What does any of this have to do with anything? Well, the crazy criminal Chow (Ken Jeong), the exasperatingly annoying returning character, has escaped prison and that’s why a growling John Goodman kidnaps the guys en route to a rehab facility. (After all they’ve done, that dead giraffe was rock bottom, apparently.) Snatched up mid-intervention, they’re told to capture Chow and bring him to Goodman or Doug gets a bullet in the head. Hey, at least it’s something new. The weirdly serious turn is, animal cruelty aside, a far tamer effort than either of the two previous movies, with a plot that assumes you’re entering the theater feeling affection or something like it towards these main characters. I could barely care about them long enough to get me through the first film and the second one made me loathe them, so I suppose I was going in with a disadvantage. I just didn’t care what would happen to them, but I could have gotten over that if the film was funny.

I hesitate to knock this film for being largely laughless since most of its 100 minute runtime plays out like a sluggish thriller entirely uninterested in nothing more than a bit of comic relief here and there. Free (purposefully or not) from the toxic cloud of bad jokes that filled up the rerun that was its immediate predecessor, director Todd Phillips and co-writer Craig Mazin have inadvertently freed themselves from the comedy designation almost entirely. It’s allegedly a comedy. That’s what the studio has marketed it as. It’s the genre of the films it follows. It’s the category provided by the fine folks at the Internet Movie Database. Some of its lines come out as somewhat comic simply by the nature of Helms, Cooper, and Galifianakis and their reputations as funny guys, even though its best joke, such as it is, comes straight out of Zoolander. (I liked it far better there.) But there’s very little here that’s inherently funny.

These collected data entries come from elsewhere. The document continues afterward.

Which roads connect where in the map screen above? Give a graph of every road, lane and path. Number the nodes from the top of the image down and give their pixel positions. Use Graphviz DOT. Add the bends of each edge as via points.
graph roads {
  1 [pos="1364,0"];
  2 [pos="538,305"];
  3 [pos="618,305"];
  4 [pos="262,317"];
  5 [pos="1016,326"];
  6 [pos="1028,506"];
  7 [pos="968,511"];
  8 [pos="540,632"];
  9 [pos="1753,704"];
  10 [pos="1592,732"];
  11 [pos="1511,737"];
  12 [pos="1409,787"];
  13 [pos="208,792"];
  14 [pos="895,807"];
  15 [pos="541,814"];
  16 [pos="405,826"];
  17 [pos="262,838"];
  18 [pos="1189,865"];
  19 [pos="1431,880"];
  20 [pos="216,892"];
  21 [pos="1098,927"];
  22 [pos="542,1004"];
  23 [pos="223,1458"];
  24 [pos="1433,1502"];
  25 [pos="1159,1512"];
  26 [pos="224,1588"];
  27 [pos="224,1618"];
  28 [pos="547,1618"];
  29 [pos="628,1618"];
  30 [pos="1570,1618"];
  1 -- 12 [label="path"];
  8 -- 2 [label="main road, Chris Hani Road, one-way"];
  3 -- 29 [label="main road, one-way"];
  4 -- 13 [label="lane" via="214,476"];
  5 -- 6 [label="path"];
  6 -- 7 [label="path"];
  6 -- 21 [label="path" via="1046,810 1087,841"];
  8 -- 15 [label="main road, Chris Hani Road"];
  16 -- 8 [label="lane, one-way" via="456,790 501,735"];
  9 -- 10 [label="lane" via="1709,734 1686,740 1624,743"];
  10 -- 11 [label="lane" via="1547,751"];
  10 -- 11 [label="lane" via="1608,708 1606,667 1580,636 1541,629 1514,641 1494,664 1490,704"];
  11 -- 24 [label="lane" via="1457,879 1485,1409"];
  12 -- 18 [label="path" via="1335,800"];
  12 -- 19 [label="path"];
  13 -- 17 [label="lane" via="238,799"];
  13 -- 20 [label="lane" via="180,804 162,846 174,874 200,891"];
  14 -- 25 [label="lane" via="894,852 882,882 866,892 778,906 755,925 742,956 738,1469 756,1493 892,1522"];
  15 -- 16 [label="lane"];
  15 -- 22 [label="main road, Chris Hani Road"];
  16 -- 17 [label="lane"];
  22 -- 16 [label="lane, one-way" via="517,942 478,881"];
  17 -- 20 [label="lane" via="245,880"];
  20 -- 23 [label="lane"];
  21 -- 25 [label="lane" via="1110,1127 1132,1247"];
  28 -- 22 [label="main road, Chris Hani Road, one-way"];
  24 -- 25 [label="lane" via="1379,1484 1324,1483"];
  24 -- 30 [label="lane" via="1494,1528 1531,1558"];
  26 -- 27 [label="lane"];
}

Maybe this is a feature length demo reel for Todd Phillips hoping to be hired for an action film next time. After all, there’s a lot of technically adept filmmaking here. There’s a mildly enjoyable heist of a mansion in the hills outside Tijuana that involves creative use of dog collars to maneuver past a security system. There’s a briefly gripping tie-the-sheets-together-to-shimmy-down-the-side-of-a-building scene. The movie’s never better than when one or more of its main characters are right on the edge of potential death, but probably not for the reasons the filmmakers intended. This may be the only comedy that disappoints by leaving too many characters alive at the end. Without laughs or meaningful stakes, this makes for an awfully tired, pointless exercise.

Note: I can’t honestly say what anyone who happens to enjoy the series will make of this odd entry, but something tells me the scene in the middle of the end credits is probably where the die hard fans would’ve preferred the movie to start.